§ **What is expected**: Print the records below from the first line through the line containing "thumb tip: (344, 215)", both included, word for word.

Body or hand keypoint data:

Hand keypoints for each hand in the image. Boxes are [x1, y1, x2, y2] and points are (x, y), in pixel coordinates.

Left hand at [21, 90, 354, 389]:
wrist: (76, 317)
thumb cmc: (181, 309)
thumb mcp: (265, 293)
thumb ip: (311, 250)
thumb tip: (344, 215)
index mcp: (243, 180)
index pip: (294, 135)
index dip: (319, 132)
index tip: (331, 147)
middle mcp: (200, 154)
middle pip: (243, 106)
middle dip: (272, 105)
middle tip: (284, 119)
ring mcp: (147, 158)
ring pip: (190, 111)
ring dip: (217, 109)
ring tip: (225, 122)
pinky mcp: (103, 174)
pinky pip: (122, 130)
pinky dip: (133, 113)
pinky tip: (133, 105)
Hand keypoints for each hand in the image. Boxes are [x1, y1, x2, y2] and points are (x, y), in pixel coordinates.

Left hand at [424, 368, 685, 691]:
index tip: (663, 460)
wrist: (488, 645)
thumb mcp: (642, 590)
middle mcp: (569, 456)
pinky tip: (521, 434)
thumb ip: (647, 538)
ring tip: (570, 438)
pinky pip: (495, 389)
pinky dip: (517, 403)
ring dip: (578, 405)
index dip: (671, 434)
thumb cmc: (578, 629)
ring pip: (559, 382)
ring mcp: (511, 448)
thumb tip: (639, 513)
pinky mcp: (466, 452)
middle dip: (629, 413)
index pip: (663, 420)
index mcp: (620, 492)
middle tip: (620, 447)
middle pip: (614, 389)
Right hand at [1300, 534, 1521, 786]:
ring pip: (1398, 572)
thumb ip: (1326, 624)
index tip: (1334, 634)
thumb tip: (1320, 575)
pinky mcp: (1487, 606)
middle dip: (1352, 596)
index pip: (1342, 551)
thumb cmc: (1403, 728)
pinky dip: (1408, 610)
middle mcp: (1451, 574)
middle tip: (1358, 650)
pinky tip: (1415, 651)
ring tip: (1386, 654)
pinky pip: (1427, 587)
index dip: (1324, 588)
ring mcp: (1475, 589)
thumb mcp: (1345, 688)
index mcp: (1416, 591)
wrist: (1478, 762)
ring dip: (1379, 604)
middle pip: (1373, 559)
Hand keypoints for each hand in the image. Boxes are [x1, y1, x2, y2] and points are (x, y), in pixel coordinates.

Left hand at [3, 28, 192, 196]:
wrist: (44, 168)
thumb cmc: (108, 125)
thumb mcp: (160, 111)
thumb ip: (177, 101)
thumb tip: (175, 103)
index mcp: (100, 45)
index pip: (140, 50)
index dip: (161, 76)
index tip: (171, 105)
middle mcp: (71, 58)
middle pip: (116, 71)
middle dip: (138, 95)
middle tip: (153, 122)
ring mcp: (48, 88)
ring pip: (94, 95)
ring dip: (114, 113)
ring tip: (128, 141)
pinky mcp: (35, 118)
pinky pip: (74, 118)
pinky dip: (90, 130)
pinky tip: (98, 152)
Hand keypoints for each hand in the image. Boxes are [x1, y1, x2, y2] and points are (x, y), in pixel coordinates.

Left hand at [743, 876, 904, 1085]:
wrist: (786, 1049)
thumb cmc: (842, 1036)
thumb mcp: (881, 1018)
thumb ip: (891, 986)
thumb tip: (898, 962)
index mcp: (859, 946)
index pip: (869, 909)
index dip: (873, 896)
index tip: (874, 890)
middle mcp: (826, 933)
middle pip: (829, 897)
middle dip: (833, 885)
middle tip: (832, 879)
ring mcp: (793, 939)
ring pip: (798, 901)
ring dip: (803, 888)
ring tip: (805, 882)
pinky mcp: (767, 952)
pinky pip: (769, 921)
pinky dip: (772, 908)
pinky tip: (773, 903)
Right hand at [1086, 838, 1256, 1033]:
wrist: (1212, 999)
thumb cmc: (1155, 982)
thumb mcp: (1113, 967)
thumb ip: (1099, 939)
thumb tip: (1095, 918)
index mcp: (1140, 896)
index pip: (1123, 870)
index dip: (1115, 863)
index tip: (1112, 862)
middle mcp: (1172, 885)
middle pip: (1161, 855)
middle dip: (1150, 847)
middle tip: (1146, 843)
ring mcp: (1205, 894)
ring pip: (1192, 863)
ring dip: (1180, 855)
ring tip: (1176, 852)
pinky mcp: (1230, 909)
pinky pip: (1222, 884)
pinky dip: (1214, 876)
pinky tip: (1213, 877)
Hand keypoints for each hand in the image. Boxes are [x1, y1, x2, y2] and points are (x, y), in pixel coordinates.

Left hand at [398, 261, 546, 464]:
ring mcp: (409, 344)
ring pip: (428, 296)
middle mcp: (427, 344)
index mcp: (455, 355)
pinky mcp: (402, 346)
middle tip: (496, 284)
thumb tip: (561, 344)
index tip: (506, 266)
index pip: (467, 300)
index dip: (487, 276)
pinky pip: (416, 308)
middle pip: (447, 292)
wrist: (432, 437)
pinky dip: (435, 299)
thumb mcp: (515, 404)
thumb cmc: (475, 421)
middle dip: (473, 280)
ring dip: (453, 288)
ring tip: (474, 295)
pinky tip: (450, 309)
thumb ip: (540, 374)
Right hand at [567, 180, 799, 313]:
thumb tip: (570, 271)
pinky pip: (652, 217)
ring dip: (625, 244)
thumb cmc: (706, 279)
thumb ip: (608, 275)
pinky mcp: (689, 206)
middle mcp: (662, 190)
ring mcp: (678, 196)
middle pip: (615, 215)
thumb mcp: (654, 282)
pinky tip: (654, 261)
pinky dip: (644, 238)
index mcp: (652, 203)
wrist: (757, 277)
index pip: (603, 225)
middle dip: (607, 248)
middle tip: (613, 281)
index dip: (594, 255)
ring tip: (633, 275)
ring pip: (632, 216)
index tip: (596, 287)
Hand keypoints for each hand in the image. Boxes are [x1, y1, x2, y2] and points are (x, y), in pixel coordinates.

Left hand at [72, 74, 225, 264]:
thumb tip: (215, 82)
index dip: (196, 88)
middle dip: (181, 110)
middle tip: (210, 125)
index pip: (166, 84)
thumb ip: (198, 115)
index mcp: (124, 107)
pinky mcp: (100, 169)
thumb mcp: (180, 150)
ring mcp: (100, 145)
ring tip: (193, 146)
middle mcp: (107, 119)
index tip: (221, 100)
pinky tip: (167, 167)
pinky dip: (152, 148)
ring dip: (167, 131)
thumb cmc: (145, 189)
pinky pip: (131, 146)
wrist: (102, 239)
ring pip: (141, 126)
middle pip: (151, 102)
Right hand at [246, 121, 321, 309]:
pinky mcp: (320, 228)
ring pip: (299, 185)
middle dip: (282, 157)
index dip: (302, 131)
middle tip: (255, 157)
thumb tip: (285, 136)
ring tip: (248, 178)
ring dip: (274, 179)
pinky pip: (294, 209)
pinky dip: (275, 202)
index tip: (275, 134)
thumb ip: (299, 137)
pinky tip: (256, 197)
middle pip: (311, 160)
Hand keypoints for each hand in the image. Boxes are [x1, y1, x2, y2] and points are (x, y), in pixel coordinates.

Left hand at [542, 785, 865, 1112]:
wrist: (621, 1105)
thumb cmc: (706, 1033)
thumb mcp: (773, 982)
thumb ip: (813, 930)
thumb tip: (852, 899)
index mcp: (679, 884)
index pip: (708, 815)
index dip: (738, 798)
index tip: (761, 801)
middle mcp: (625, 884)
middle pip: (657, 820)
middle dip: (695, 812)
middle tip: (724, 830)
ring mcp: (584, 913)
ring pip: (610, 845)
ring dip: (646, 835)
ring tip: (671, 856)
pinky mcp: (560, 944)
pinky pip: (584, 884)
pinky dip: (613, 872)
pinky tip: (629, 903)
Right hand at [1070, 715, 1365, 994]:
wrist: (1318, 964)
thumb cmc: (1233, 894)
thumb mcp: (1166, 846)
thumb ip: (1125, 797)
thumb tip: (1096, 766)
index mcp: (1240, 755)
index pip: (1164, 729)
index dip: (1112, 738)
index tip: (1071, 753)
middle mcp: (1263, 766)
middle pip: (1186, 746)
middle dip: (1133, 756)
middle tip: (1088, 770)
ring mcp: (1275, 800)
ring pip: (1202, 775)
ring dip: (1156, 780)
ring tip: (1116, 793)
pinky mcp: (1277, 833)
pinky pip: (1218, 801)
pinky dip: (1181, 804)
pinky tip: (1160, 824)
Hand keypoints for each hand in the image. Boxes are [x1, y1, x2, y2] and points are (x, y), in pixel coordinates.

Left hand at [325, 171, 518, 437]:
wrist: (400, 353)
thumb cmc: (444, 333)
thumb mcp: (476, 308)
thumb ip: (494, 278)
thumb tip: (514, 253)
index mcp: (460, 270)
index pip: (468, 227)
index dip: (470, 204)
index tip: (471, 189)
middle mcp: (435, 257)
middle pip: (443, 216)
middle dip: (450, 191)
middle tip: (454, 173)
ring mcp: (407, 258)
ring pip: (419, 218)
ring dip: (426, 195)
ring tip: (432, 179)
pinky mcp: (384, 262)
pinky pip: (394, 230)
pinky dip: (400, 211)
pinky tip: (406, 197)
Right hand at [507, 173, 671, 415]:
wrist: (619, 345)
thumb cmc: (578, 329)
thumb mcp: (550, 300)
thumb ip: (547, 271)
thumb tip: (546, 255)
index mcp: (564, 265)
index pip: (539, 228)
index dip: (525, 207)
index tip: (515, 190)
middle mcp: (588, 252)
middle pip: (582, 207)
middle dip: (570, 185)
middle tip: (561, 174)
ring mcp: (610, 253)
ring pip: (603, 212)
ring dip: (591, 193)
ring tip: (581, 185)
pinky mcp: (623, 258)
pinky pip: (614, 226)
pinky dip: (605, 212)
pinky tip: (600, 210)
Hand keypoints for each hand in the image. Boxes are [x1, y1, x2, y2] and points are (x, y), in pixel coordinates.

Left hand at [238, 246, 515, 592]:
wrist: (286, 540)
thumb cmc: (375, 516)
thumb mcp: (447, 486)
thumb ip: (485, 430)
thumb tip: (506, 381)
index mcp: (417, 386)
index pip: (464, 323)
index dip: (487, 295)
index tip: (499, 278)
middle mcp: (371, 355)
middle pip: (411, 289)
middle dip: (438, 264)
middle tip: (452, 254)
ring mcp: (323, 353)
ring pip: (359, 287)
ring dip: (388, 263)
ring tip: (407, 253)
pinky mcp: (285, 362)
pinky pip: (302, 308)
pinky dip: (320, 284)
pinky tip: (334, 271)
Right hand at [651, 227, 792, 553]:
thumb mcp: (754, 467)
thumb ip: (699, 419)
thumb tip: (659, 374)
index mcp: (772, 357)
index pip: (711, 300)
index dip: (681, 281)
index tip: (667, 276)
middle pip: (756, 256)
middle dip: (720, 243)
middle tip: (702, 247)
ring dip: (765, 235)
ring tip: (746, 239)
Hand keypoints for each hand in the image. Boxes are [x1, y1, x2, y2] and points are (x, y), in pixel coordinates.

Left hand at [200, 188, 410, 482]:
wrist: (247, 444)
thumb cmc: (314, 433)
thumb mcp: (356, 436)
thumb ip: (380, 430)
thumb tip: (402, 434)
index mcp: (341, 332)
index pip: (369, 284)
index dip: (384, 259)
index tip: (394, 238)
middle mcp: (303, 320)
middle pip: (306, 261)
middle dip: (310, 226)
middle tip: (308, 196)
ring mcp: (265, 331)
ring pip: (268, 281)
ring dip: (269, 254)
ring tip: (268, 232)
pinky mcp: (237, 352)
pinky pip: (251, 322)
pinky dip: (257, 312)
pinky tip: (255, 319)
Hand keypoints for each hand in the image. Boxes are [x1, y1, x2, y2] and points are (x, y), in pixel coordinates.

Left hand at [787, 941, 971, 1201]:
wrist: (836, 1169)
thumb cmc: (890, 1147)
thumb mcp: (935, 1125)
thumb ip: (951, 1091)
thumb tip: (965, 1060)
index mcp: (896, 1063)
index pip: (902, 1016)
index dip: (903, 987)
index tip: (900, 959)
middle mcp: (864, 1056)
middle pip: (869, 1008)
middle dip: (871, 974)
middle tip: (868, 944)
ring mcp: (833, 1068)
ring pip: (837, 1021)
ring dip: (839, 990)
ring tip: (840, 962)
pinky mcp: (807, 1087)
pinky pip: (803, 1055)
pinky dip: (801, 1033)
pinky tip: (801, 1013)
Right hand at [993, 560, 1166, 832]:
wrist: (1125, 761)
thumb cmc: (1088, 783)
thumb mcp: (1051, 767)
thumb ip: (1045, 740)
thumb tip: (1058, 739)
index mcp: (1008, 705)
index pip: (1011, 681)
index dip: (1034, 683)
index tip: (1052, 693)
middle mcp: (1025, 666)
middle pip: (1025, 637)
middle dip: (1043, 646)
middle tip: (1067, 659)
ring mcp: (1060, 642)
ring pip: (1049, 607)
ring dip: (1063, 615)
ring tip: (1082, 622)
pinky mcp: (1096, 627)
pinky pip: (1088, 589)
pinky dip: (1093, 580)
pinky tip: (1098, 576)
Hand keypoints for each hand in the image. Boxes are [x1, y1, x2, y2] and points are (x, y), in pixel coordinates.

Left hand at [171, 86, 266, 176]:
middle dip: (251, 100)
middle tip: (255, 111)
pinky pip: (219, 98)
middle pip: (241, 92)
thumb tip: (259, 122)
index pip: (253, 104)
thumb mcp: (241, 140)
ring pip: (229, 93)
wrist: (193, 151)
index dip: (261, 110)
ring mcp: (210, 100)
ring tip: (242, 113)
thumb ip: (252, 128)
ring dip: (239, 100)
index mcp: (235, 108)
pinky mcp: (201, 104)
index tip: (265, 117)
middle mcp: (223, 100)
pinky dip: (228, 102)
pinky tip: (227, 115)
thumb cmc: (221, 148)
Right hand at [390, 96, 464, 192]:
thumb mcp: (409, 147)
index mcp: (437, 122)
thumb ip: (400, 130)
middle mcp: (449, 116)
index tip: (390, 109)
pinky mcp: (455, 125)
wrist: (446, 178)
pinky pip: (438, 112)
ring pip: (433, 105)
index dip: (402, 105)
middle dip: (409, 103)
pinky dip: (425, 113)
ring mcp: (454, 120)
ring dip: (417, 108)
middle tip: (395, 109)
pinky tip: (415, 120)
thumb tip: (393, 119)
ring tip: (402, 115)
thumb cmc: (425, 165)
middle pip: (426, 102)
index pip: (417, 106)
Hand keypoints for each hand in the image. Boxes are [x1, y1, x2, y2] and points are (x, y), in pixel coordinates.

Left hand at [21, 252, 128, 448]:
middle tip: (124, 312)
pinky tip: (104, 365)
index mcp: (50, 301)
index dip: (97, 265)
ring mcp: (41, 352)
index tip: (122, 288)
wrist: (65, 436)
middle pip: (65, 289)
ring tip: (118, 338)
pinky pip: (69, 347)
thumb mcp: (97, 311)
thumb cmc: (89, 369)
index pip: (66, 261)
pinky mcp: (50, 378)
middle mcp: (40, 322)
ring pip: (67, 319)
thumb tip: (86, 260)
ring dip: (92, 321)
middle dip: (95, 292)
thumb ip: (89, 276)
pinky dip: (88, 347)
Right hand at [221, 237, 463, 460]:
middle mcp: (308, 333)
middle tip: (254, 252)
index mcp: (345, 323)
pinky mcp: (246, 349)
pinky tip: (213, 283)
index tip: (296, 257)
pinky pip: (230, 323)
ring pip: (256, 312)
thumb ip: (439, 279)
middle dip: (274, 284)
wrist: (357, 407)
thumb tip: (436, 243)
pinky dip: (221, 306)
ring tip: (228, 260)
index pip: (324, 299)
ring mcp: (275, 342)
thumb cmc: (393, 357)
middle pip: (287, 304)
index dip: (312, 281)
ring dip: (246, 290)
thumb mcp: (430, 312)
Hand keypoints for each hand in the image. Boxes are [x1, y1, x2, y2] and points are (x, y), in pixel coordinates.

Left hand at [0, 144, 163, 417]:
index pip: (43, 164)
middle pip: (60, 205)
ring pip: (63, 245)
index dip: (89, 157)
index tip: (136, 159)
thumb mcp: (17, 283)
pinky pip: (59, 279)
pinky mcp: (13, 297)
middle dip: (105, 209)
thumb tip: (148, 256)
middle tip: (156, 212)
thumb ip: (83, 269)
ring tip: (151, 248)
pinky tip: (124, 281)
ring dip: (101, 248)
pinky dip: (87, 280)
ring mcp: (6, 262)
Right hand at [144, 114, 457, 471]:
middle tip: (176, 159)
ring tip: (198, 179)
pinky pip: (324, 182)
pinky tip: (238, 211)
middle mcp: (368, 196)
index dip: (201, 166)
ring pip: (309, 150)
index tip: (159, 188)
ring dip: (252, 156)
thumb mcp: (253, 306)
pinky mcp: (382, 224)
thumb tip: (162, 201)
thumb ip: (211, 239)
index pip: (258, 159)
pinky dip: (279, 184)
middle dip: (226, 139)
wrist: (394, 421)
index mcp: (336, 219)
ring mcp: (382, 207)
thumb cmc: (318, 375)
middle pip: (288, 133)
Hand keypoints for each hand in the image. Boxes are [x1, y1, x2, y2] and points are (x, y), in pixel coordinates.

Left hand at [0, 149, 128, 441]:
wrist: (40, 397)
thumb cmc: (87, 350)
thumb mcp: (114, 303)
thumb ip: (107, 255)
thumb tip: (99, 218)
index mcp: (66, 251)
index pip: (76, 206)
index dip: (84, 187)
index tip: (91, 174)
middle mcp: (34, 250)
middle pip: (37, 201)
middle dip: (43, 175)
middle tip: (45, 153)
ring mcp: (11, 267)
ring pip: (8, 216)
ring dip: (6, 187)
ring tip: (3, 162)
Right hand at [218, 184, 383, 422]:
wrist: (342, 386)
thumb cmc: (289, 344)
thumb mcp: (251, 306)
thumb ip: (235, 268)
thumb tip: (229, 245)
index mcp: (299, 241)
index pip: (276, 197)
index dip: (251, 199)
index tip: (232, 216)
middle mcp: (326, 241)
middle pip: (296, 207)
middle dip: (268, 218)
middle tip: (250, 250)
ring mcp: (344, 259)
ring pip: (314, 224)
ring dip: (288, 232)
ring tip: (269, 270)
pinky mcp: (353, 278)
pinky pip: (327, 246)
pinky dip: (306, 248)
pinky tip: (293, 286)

§ **Result**:
Hand keypoints for each hand in the image. Boxes are [x1, y1, x2, y2] and points are (x, y), in pixel coordinates.

Left hand at [21, 90, 354, 389]:
wrist: (76, 317)
thumb cmc: (181, 309)
thumb mcp: (265, 293)
thumb ip: (311, 250)
thumb tip: (344, 215)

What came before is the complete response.